As to hard money lenders refinancing, two things:
First, you should not refinance a sub-2 using hard money. Hard money is expensive and is for short term needs. It is something you might use to buy and property, and then once it's fixed up and rented, you would use conventional bank financing to refinance into permanent financing. Hard money is temporary, and will sink you over the long term.
There are of course always exceptions to these rules.
Hope this helps
@Ann Bellamy - Ann-
Yes there are exceptions to rules:
My partner owns 17 single family rentals beyond 50 miles outside of Los Angeles. They are long term buy and hold situations; purchased them via short-sale and foreclosure. He uses a very well known hard money lender here in L.A. to first purchase the property with a short-term 65% LTV loan to clean the place up for rental at a 13% APR and then after that is all done he gets the house refied down to at 9% via the same hard money lender/broker with an interest-only 8 Year loan term where he rents the property out (positive cash flow or breakeven). Conventional Banks won't loan to you if you own more than four properties. Either go to a HM lender or don't buy the house. You have not much choice if you own muiltiple properties (assuming numbers work of course). As you know, dealing with banks is nearly impossible if you are a real estate investor.
The 9% program he's in ( with a 2 year min) works because he bought the property at below market price, rents support this cost and he has many others to offset any possible month to month losses he may incur (i.e., repairs, extended vacancies, etc). These borrowers do these deals in expectation of rising real estate values...and prices are rising in So CA at a 9.4% clip in the past 12 months.
So to the contrary, you can use hard money lenders for longer term refi'ing if numbers workout. The hard money lender is The Norris Group in Riverside, CA. A highly reputible and very well-known licensed(!) CA hard money broker (direct borrower to lender, NOT a pool funding of lenders). They have $25-30 million out in the street in refis, rehabs and construction loans (they do all title, loan servicing, escrow, property inspection, apraisals, etc). There are others like this company out west in CA and AZ.

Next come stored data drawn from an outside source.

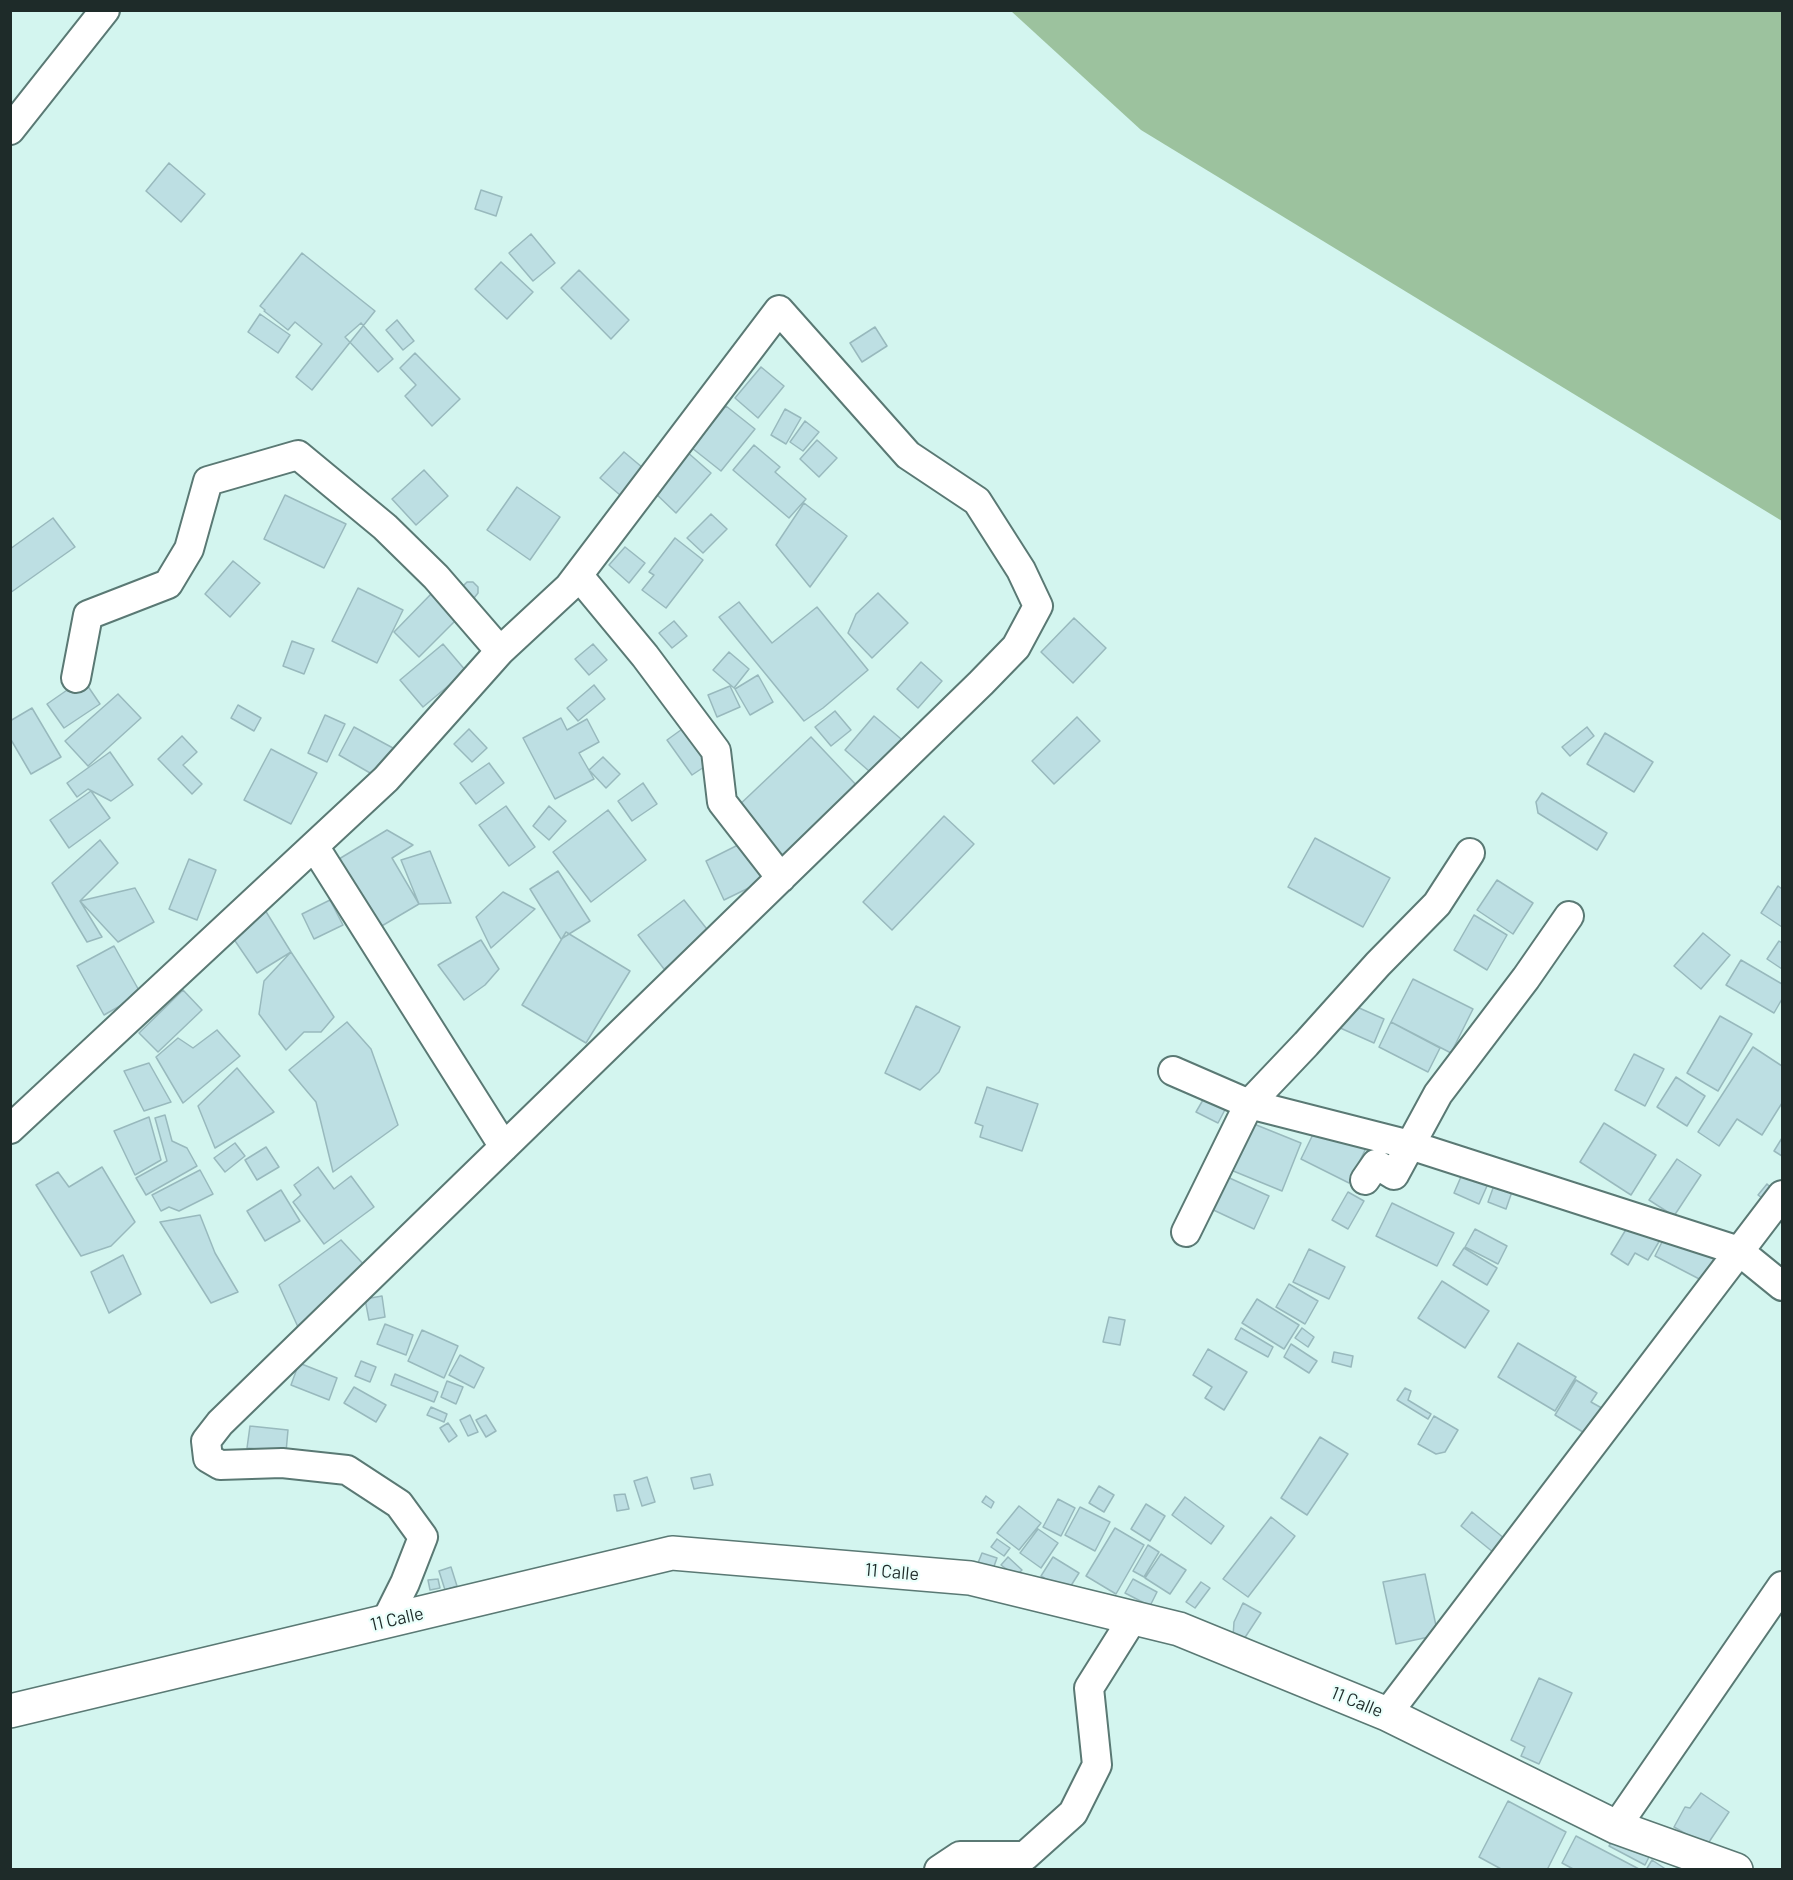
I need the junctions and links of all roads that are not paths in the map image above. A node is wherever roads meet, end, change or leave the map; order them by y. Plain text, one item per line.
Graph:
1 (105, 10) edge
2 (10, 130) edge
3 (578, 575) junction
4 (500, 651) junction
5 (76, 678) dead end
6 (314, 846) junction
7 (1470, 853) dead end
8 (781, 878) junction
9 (1569, 916) dead end
10 (1173, 1071) dead end
11 (1249, 1104) junction
12 (10, 1129) edge
13 (1410, 1145) junction
14 (504, 1147) junction
15 (1365, 1180) dead end
16 (1782, 1195) edge
17 (1186, 1232) dead end
18 (1739, 1251) junction
19 (1782, 1286) edge
20 (1782, 1586) edge
21 (1133, 1618) junction
22 (386, 1621) junction
23 (10, 1711) edge
24 (1387, 1714) junction
25 (1616, 1827) junction
26 (939, 1869) edge
27 (1736, 1869) edge

1 - 2 street
3 - 4 street
3 - 8 street
3 - 8 street
4 - 5 street
4 - 6 street
6 - 12 street
6 - 14 street
7 - 11 street
8 - 14 street
9 - 13 street
10 - 11 street
11 - 13 street
11 - 17 street
13 - 15 street
13 - 18 street
14 - 22 street
16 - 18 street
18 - 19 street
18 - 24 street
20 - 25 street
21 - 22 street, 11 Calle
21 - 24 street, 11 Calle
21 - 26 street
22 - 23 street, 11 Calle
24 - 25 street, 11 Calle
25 - 27 street, 11 Calle

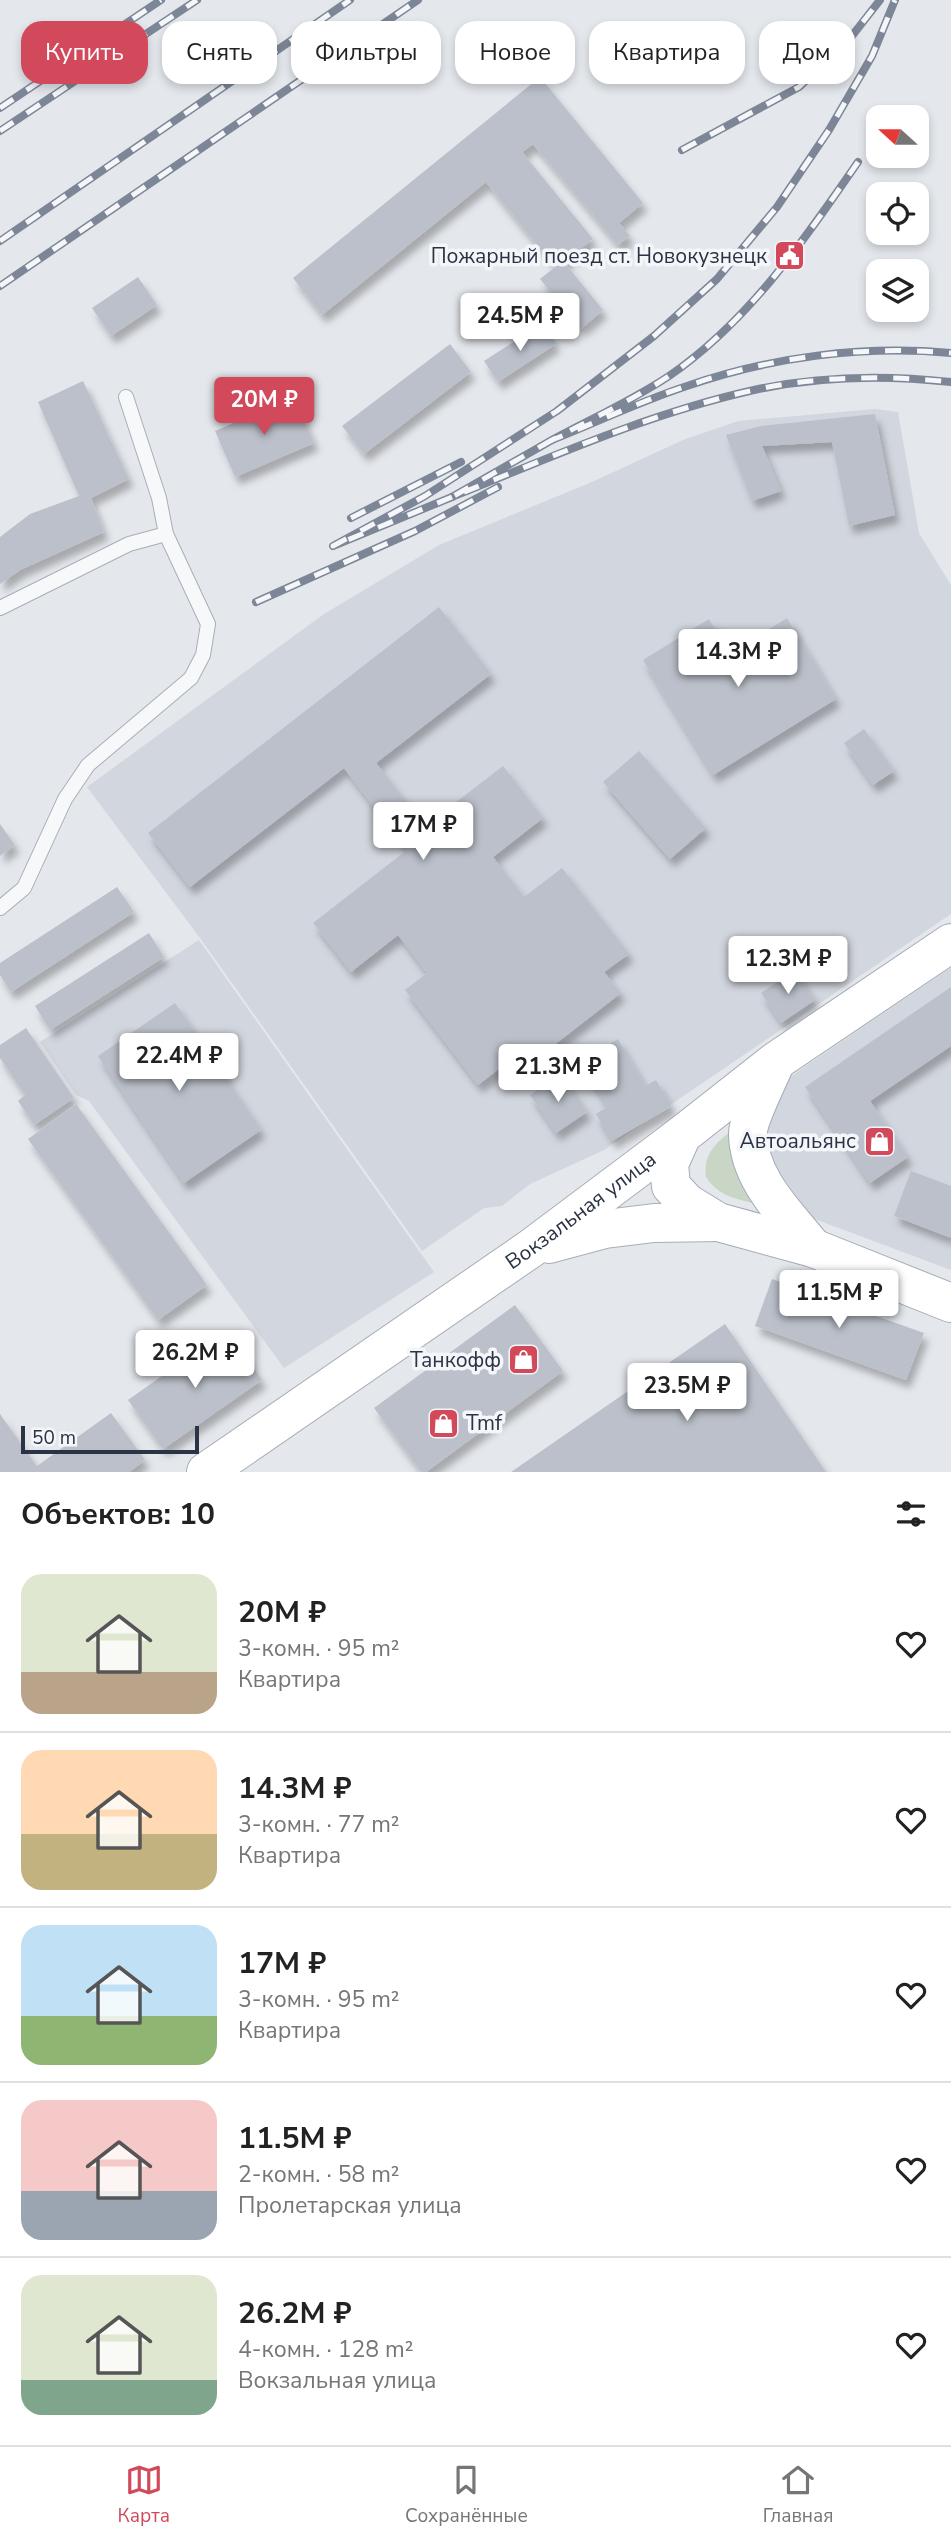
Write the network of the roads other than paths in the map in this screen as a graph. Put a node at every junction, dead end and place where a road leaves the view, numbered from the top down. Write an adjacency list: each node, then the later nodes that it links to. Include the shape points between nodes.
1 (126, 397): 2 (lane)
2 (166, 534): 3 (lane, via 129,544); 4 (lane, via 208,624 203,655 191,678 88,765 65,799 24,888)
3 (0, 608)
4 (0, 908)
5 (951, 943): 6 (main road, Вокзальная улица)
6 (776, 1061): 7 (main road, Вокзальная улица); 9 (main road, via 748,1131 752,1159 764,1185)
7 (682, 1135): 8 (main road, via 669,1164 671,1186 687,1203); 10 (main road, Вокзальная улица)
8 (718, 1222): 9 (main road); 10 (main road, via 605,1229)
9 (813, 1248): 11 (main road)
10 (530, 1249): 12 (main road, Вокзальная улица)
11 (951, 1303)
12 (206, 1472)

What I found is that those in the HM business, it's very geographic. There are far more hard money lenders and creative HM programs the further west you go into Texas, AZ, Nevada and CA, than the east (and also south like GA and FL).
If you have multiple properties and/or own properties in high rent areas, looking for appreciation more than high cash flow, using a HM lender for long term financing at 9-11% APR interest-only loan is worth it (and most lenders would love to earn this today) for several years.